1. Memory-based compute pricing
You are billed for the memory used by your model instances on our GPU servers.
Example A: A single model instance uses 50 GB of VRAM.
Estimated cost: ~$5.50 per hour for that instance.
Example B: Two active instances of the same model, each using 50 GB.
Estimated cost: ~$11.00 per hour in total.
Notes:
Higher precision (e.g., Float32) uses more memory than lower precision (e.g., BFloat16), which can increase cost.
Instance memory usage depends on model size, precision, optional quantization, and context length for LLMs.

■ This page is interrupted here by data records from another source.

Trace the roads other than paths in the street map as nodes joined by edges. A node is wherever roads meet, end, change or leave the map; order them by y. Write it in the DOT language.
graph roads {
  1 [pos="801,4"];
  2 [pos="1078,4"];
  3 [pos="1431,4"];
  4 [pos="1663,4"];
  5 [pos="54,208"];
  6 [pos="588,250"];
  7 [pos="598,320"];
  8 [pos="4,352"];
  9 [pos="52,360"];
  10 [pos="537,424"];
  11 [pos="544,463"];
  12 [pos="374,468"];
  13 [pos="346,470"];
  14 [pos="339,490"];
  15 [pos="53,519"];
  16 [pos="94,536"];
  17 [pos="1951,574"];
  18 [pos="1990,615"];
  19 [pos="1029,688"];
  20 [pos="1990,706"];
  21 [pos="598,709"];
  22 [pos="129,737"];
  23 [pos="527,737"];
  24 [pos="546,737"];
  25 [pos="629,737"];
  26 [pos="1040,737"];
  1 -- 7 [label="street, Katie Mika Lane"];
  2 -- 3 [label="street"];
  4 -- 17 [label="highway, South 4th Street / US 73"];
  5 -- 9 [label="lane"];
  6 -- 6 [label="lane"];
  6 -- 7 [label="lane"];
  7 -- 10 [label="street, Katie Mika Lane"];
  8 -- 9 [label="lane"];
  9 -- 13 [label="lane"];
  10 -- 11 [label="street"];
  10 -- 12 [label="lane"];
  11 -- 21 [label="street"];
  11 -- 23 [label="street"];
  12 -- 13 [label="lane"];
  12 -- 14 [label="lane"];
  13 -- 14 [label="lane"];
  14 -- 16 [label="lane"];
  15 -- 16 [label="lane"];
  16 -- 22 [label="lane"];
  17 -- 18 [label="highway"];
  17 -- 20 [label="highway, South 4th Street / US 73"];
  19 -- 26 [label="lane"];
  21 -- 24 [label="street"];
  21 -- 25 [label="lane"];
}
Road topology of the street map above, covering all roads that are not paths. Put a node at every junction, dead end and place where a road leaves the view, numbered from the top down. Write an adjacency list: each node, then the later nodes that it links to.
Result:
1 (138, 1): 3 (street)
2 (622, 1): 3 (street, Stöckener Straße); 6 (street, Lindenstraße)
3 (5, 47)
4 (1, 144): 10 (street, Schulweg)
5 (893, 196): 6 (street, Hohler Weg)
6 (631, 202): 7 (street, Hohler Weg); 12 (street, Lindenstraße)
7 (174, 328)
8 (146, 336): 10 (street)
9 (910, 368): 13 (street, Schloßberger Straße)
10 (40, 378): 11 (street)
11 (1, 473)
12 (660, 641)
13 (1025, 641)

2. Storage for Super fast readiness level
When you choose the Super fast readiness level, an additional storage charge applies for the prepped model artifacts used to accelerate load times.
Price per GB: $0.55
Example A: A prepared model requiring 20 GB of storage.
Estimated monthly storage cost: 20 GB × $0.55 = $11.00
Example B: A prepared model requiring 60 GB of storage.
Estimated monthly storage cost: 60 GB × $0.55 = $33.00
All prices are estimates and are shown before you deploy so you can review and confirm.
3. Storage for Always ready readiness level
When you choose the Always ready readiness level, we cover the storage cost for you, so you get the speed of Super Fast without the additional storage charge.